• DESCRIPTION OF THE TASK:
When you transcribe the listing that follows, keep every line exact and omit the pictures.
§
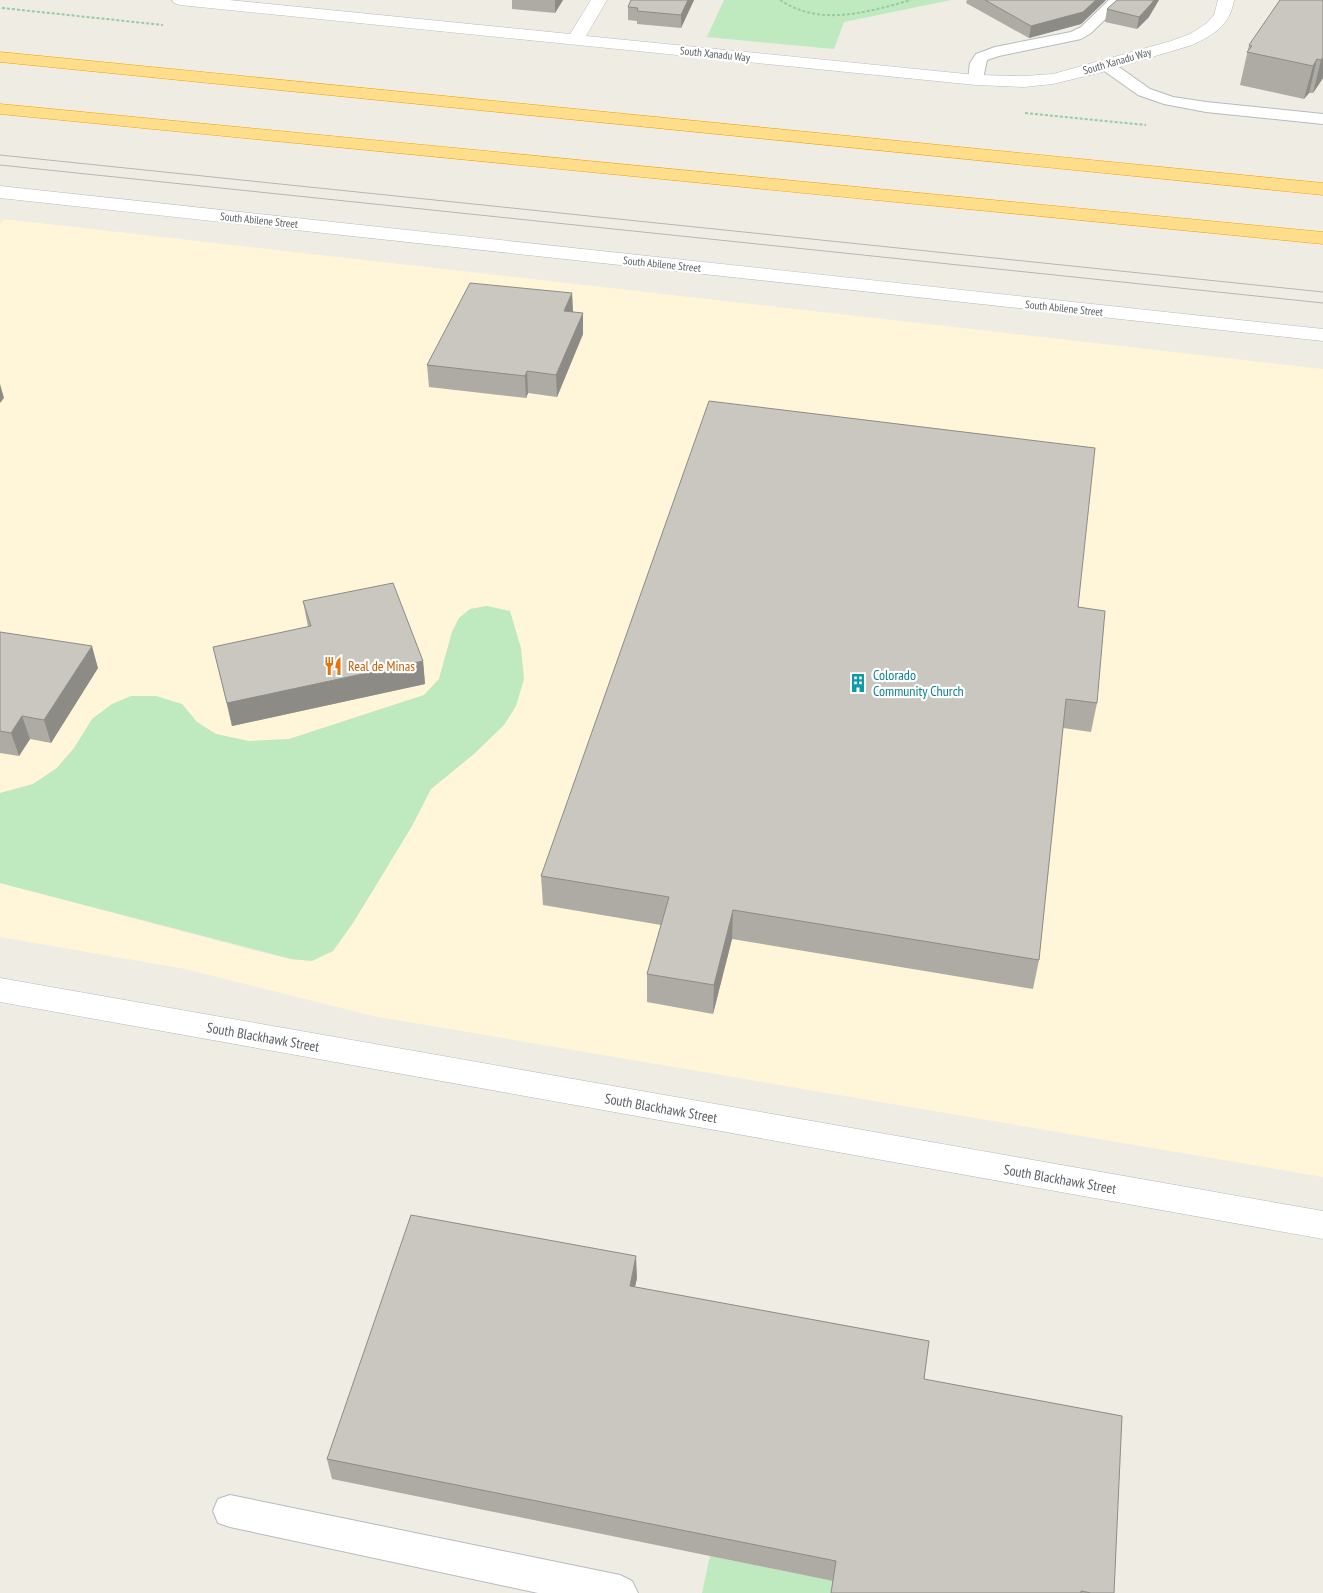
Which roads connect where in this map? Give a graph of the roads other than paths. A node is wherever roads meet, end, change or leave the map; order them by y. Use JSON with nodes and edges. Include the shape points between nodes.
{"nodes":[{"id":1,"x":180,"y":0,"type":"edge"},
{"id":2,"x":599,"y":0,"type":"edge"},
{"id":3,"x":1118,"y":0,"type":"edge"},
{"id":4,"x":1226,"y":0,"type":"edge"},
{"id":5,"x":575,"y":40,"type":"junction"},
{"id":6,"x":0,"y":48,"type":"edge"},
{"id":7,"x":0,"y":57,"type":"edge"},
{"id":8,"x":1106,"y":65,"type":"junction"},
{"id":9,"x":976,"y":80,"type":"junction"},
{"id":10,"x":287,"y":85,"type":"junction"},
{"id":11,"x":0,"y":109,"type":"edge"},
{"id":12,"x":1323,"y":118,"type":"edge"},
{"id":13,"x":0,"y":125,"type":"edge"},
{"id":14,"x":611,"y":167,"type":"junction"},
{"id":15,"x":1323,"y":189,"type":"edge"},
{"id":16,"x":1,"y":193,"type":"edge"},
{"id":17,"x":1323,"y":238,"type":"edge"},
{"id":18,"x":1323,"y":335,"type":"edge"},
{"id":19,"x":0,"y":990,"type":"edge"},
{"id":20,"x":1323,"y":1226,"type":"edge"},
{"id":21,"x":230,"y":1511,"type":"dead end"},
{"id":22,"x":620,"y":1593,"type":"edge"}],
"edges":[{"from":1,"to":5,"type":"street","name":"South Xanadu Way"},
{"from":2,"to":5,"type":"street"},
{"from":3,"to":9,"type":"lane","via":[[1076,36],[981,57]]},
{"from":4,"to":8,"type":"street","name":"South Xanadu Way","via":[[1223,14],[1208,30]]},
{"from":5,"to":9,"type":"street","name":"South Xanadu Way"},
{"from":6,"to":10,"type":"highway"},
{"from":7,"to":10,"type":"highway"},
{"from":8,"to":9,"type":"street","name":"South Xanadu Way","via":[[1052,79],[1015,82]]},
{"from":8,"to":12,"type":"lane","via":[[1144,92],[1170,101]]},
{"from":10,"to":15,"type":"highway"},
{"from":11,"to":14,"type":"highway"},
{"from":13,"to":14,"type":"highway"},
{"from":14,"to":17,"type":"highway"},
{"from":16,"to":18,"type":"street","name":"South Abilene Street"},
{"from":19,"to":20,"type":"street","name":"South Blackhawk Street"},
{"from":21,"to":22,"type":"lane"}]}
§
• ANSWER SPACE:
Which roads connect where in this map? Give a graph of the roads other than paths. A node is wherever roads meet, end, change or leave the map; order them by y. Use JSON with nodes and edges. Include the shape points between nodes.
{"nodes":[{"id":1,"x":180,"y":0,"type":"edge"},
{"id":2,"x":599,"y":0,"type":"edge"},
{"id":3,"x":1118,"y":0,"type":"edge"},
{"id":4,"x":1226,"y":0,"type":"edge"},
{"id":5,"x":575,"y":40,"type":"junction"},
{"id":6,"x":0,"y":48,"type":"edge"},
{"id":7,"x":0,"y":57,"type":"edge"},
{"id":8,"x":1106,"y":65,"type":"junction"},
{"id":9,"x":976,"y":80,"type":"junction"},
{"id":10,"x":287,"y":85,"type":"junction"},
{"id":11,"x":0,"y":109,"type":"edge"},
{"id":12,"x":1323,"y":118,"type":"edge"},
{"id":13,"x":0,"y":125,"type":"edge"},
{"id":14,"x":611,"y":167,"type":"junction"},
{"id":15,"x":1323,"y":189,"type":"edge"},
{"id":16,"x":1,"y":193,"type":"edge"},
{"id":17,"x":1323,"y":238,"type":"edge"},
{"id":18,"x":1323,"y":335,"type":"edge"},
{"id":19,"x":0,"y":990,"type":"edge"},
{"id":20,"x":1323,"y":1226,"type":"edge"},
{"id":21,"x":230,"y":1511,"type":"dead end"},
{"id":22,"x":620,"y":1593,"type":"edge"}],
"edges":[{"from":1,"to":5,"type":"street","name":"South Xanadu Way"},
{"from":2,"to":5,"type":"street"},
{"from":3,"to":9,"type":"lane","via":[[1076,36],[981,57]]},
{"from":4,"to":8,"type":"street","name":"South Xanadu Way","via":[[1223,14],[1208,30]]},
{"from":5,"to":9,"type":"street","name":"South Xanadu Way"},
{"from":6,"to":10,"type":"highway"},
{"from":7,"to":10,"type":"highway"},
{"from":8,"to":9,"type":"street","name":"South Xanadu Way","via":[[1052,79],[1015,82]]},
{"from":8,"to":12,"type":"lane","via":[[1144,92],[1170,101]]},
{"from":10,"to":15,"type":"highway"},
{"from":11,"to":14,"type":"highway"},
{"from":13,"to":14,"type":"highway"},
{"from":14,"to":17,"type":"highway"},
{"from":16,"to":18,"type":"street","name":"South Abilene Street"},
{"from":19,"to":20,"type":"street","name":"South Blackhawk Street"},
{"from":21,"to":22,"type":"lane"}]}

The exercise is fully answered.